O mundo definitivamente se globalizou. Na última metade do século passado assistimos às diversas transformações de ordem social, política e econômica. O desfecho trágico da Segunda Guerra Mundial possibilitou a polarização de forças não só no campo da política e da economia, como na matriz ideológica das sociedades. No extremo leste do globo terrestre a União Soviética com seu sistema socialista, baseado na economia planificada e no partido único, o Comunista. No oeste os Estados Unidos da América e o “sonho americano” de um sistema democrático, capitalista, baseado na economia de mercado e na propriedade privada (BLAINEY, 2008).
Recém-saído dos campos de batalhas, após a recuperação pelos Aliados do território francês, da “corrida” até Berlim e do exibicionismo bélico americano com o lançamento das bombas atômicas sobre as cidades de Hiroshima e Nagasaki, respectivamente nos dias 6 e 9 de agosto de 1945, o mundo continuaria sobre pressão. O fim da Segunda Guerra Mundial foi só o início de um novo tempo. O marco zero de uma nova realidade. Baixaram se armas. Ergueram-se as bandeiras; e a principal delas: a ideológica. Neutralizada a ameaça nazista de Hitler, o mundo assistiria a partir de então a um conflito ideológico marcado por disputas indiretas entre as duas visões antagônicas de organização da vida, da propriedade e das relações sociais (DALESSI, 2012).

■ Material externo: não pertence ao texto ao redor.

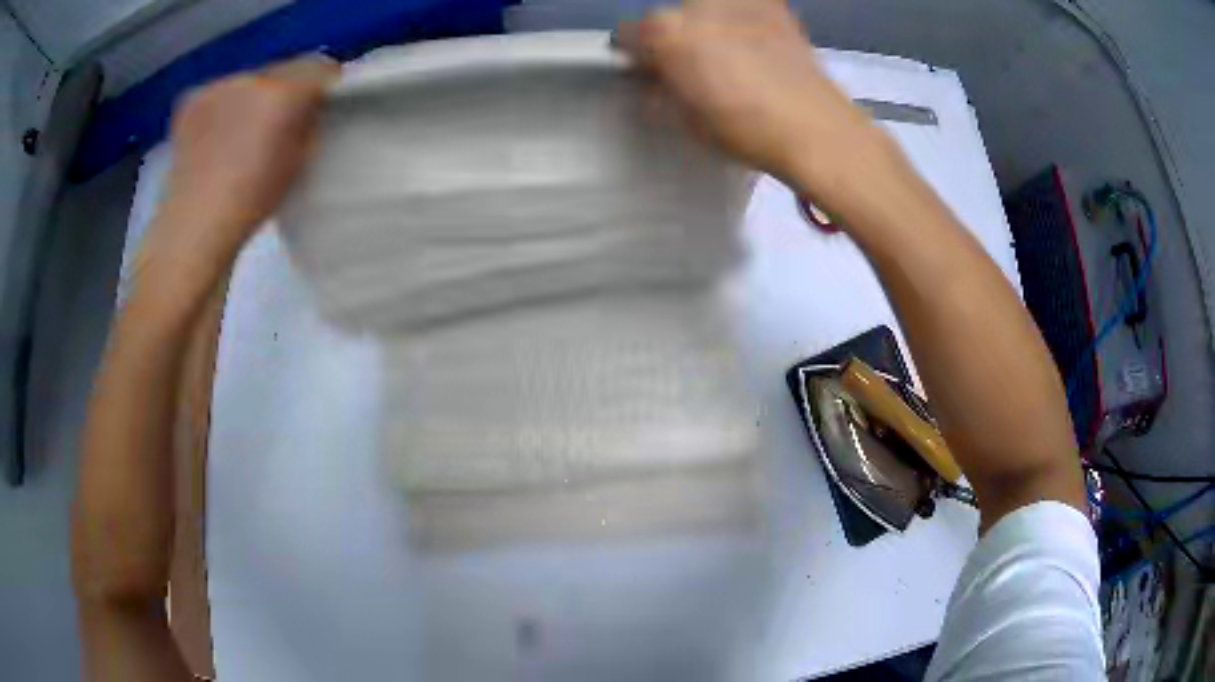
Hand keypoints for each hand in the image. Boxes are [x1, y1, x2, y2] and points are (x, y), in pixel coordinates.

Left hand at [146, 56, 338, 273]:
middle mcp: (251, 78)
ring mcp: (217, 85)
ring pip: (248, 80)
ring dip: (251, 97)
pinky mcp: (192, 98)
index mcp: (283, 94)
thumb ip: (310, 122)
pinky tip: (214, 135)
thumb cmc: (253, 201)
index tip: (317, 106)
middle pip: (282, 70)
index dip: (321, 85)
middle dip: (284, 90)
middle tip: (276, 123)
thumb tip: (310, 106)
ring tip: (240, 132)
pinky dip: (222, 105)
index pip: (318, 66)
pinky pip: (218, 91)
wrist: (194, 227)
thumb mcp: (300, 161)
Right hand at [618, 0, 883, 192]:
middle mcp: (694, 4)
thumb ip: (659, 89)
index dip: (639, 56)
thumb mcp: (684, 119)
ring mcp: (736, 0)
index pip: (628, 34)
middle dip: (674, 38)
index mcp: (664, 32)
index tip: (653, 71)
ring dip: (708, 26)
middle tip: (697, 67)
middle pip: (668, 17)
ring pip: (705, 9)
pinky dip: (743, 21)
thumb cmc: (743, 130)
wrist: (814, 128)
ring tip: (734, 55)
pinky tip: (760, 45)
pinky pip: (744, 7)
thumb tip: (655, 79)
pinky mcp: (773, 4)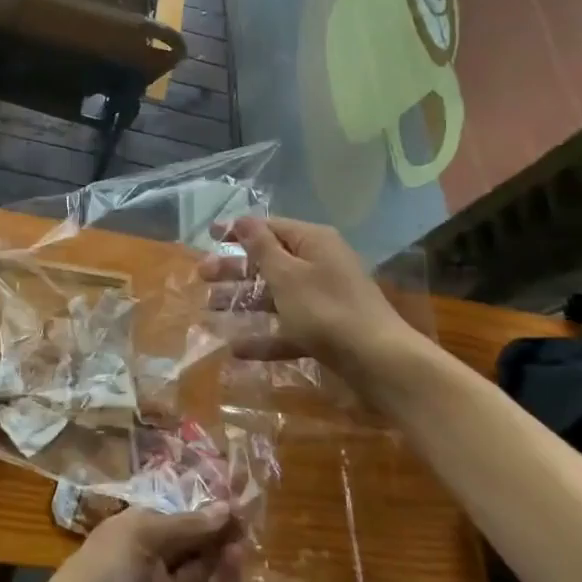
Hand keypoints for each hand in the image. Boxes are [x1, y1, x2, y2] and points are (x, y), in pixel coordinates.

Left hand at [33, 506, 244, 581]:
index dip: (200, 508)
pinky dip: (226, 579)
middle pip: (193, 542)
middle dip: (217, 526)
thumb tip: (224, 508)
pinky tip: (238, 555)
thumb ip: (184, 524)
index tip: (231, 495)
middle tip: (247, 510)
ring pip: (204, 569)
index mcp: (136, 534)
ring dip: (224, 549)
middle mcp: (154, 563)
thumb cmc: (102, 571)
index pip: (175, 516)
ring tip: (248, 529)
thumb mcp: (139, 533)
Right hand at [201, 216, 438, 389]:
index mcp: (313, 242)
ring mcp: (323, 299)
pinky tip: (237, 350)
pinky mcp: (326, 331)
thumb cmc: (327, 309)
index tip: (209, 235)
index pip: (270, 227)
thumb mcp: (287, 274)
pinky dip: (264, 337)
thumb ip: (261, 247)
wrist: (380, 362)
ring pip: (275, 295)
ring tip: (209, 311)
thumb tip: (243, 219)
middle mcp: (319, 265)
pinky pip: (288, 328)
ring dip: (243, 302)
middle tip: (201, 276)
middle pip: (269, 261)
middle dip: (234, 269)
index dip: (238, 230)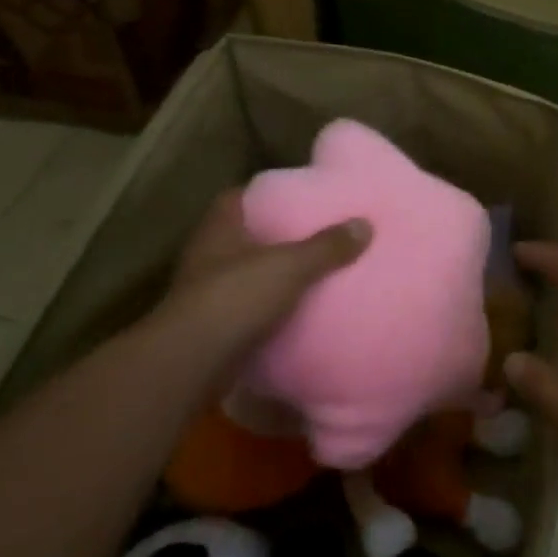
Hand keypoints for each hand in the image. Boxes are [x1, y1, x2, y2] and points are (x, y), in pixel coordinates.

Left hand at [146, 190, 369, 400]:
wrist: (192, 362)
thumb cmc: (235, 298)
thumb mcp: (290, 266)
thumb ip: (326, 247)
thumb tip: (365, 224)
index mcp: (219, 230)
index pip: (236, 198)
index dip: (262, 194)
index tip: (294, 196)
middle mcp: (207, 256)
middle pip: (241, 236)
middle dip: (272, 236)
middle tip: (311, 233)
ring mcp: (205, 293)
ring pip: (243, 275)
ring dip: (268, 276)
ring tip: (309, 273)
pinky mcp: (211, 328)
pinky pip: (245, 310)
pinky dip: (266, 310)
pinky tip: (293, 313)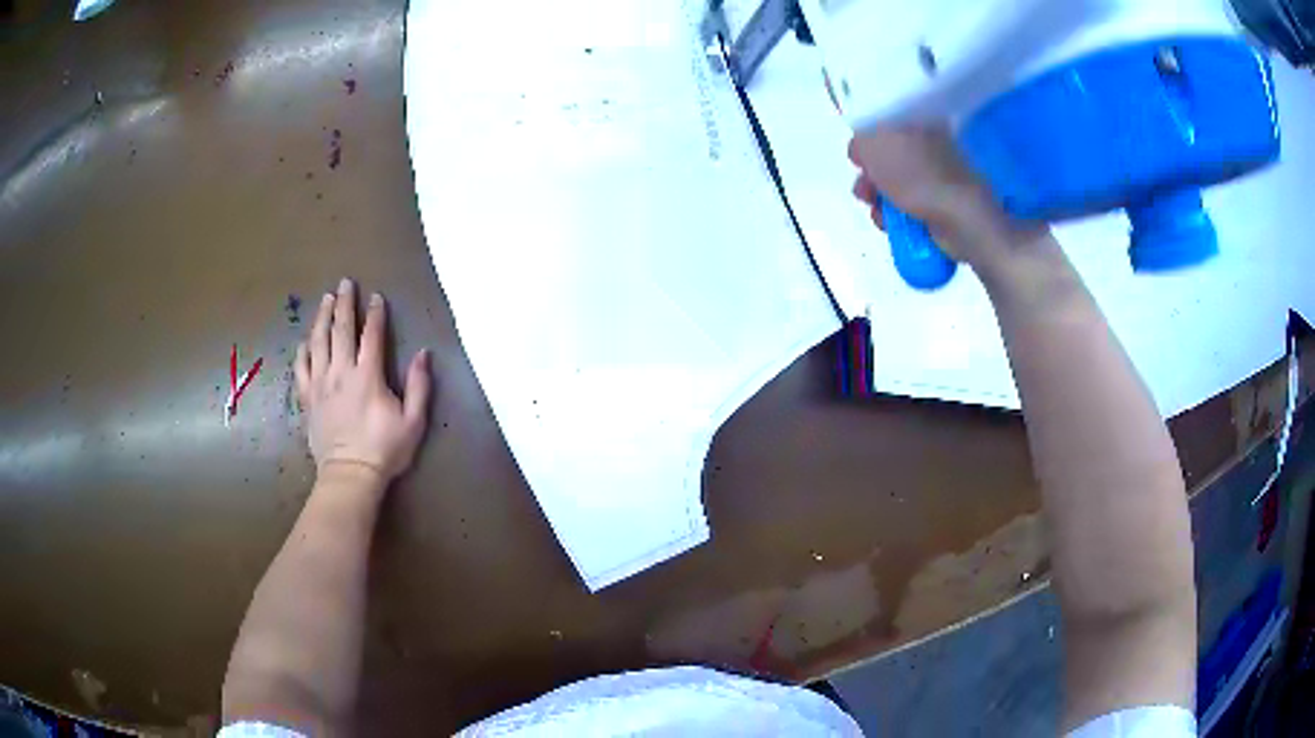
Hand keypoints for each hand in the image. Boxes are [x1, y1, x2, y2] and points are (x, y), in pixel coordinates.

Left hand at [295, 278, 431, 487]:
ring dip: (321, 317)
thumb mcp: (413, 421)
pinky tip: (305, 340)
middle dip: (343, 303)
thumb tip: (424, 354)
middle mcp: (341, 372)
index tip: (376, 297)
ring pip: (318, 342)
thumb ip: (419, 386)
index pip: (371, 335)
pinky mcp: (308, 398)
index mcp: (368, 376)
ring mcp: (320, 384)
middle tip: (345, 283)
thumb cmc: (384, 449)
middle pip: (340, 329)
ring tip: (325, 299)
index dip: (375, 313)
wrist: (350, 475)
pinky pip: (301, 368)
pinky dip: (303, 350)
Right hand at [848, 127, 1050, 278]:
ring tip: (878, 214)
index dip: (867, 141)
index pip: (885, 124)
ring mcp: (939, 177)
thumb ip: (860, 140)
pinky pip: (909, 207)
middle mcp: (931, 145)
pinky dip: (896, 218)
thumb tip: (860, 150)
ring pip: (896, 185)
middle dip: (870, 176)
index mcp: (921, 123)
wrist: (961, 220)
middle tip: (864, 191)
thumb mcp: (875, 145)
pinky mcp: (943, 204)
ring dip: (879, 201)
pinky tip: (891, 226)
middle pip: (888, 157)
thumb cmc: (917, 175)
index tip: (859, 159)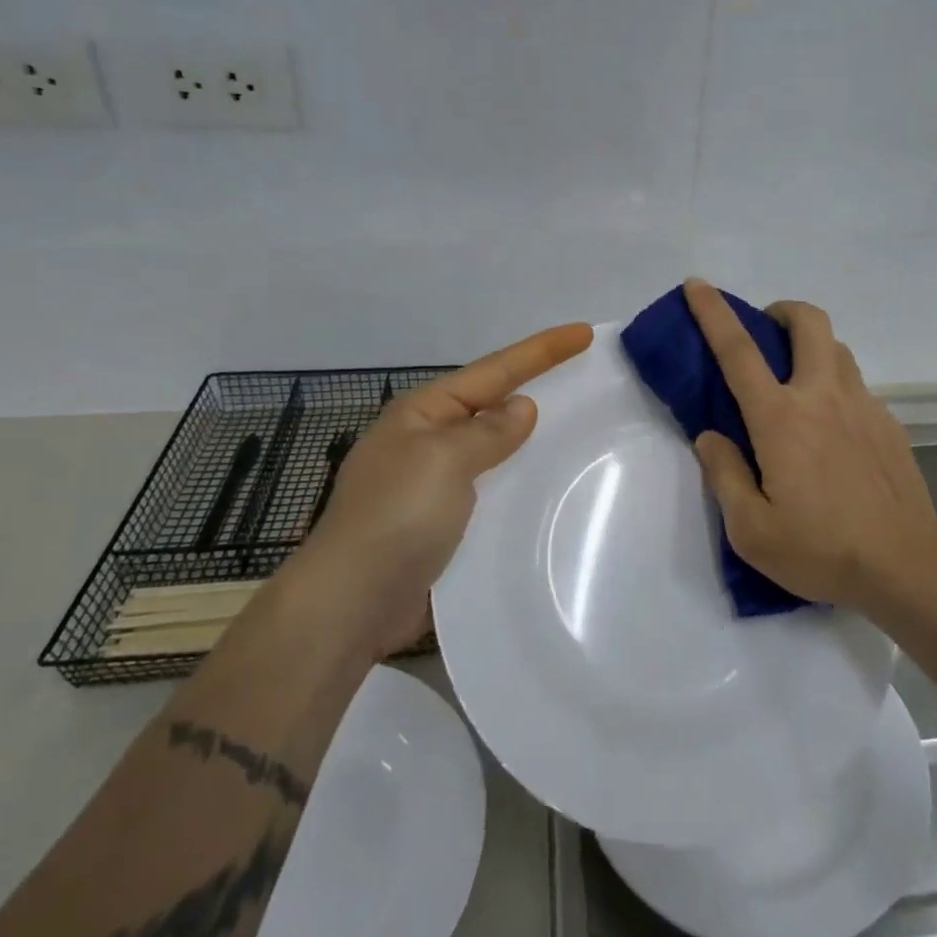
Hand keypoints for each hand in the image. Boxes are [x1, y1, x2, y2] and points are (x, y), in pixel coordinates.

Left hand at [288, 322, 593, 652]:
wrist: (352, 603)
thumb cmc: (397, 517)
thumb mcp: (445, 460)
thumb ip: (488, 432)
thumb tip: (522, 408)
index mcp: (422, 414)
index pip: (493, 371)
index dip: (541, 351)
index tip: (584, 333)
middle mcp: (425, 441)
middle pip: (491, 403)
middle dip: (534, 387)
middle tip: (583, 378)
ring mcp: (430, 484)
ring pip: (492, 448)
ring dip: (527, 439)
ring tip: (574, 430)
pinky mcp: (439, 523)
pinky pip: (489, 488)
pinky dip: (515, 482)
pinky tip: (542, 488)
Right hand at [683, 280, 936, 609]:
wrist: (906, 566)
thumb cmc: (821, 550)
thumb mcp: (751, 531)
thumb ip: (724, 475)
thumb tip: (711, 437)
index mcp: (781, 419)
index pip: (739, 351)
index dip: (713, 313)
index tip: (697, 285)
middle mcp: (823, 397)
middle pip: (809, 322)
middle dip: (782, 311)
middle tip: (765, 334)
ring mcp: (863, 406)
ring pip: (837, 348)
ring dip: (811, 346)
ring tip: (796, 382)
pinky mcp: (889, 423)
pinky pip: (856, 386)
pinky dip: (835, 386)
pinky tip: (833, 430)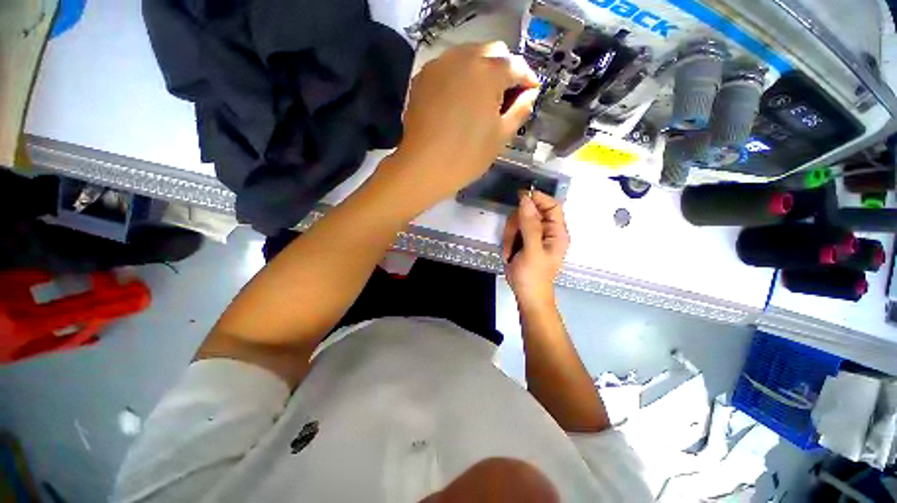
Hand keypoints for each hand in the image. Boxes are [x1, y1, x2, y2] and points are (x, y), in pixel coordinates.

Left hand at [389, 41, 539, 202]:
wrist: (424, 167)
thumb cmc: (467, 156)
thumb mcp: (501, 136)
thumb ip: (521, 110)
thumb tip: (529, 94)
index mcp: (489, 72)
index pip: (517, 66)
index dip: (528, 80)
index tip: (530, 94)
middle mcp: (464, 58)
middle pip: (493, 52)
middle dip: (505, 70)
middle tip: (505, 97)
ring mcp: (440, 65)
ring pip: (469, 56)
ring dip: (481, 71)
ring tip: (482, 99)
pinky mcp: (423, 77)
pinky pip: (448, 68)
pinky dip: (459, 77)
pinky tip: (459, 100)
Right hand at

Não obstante a polarização de dois mundos distintos, capitalismo vs. socialismo, ainda assim a economia global expandiu-se pela necessidade imediata de reestruturação e reorganização do mundo saído das ruínas do Holocausto. É consenso entre os historiadores, que a economia global expandiu significativamente entre os anos de 1950 e 1973 (MIDDLETON, 1945). Ainda de acordo com (MARGLIN & SCHOR, 2000), os membros da OCDE tiveram uma taxa de crescimento do PIB em média de mais de 4% ao ano, na década de 1950, e próximo de 5% ao ano, na década de 1960, comparado com 3% em 1970 e 2% em 1980.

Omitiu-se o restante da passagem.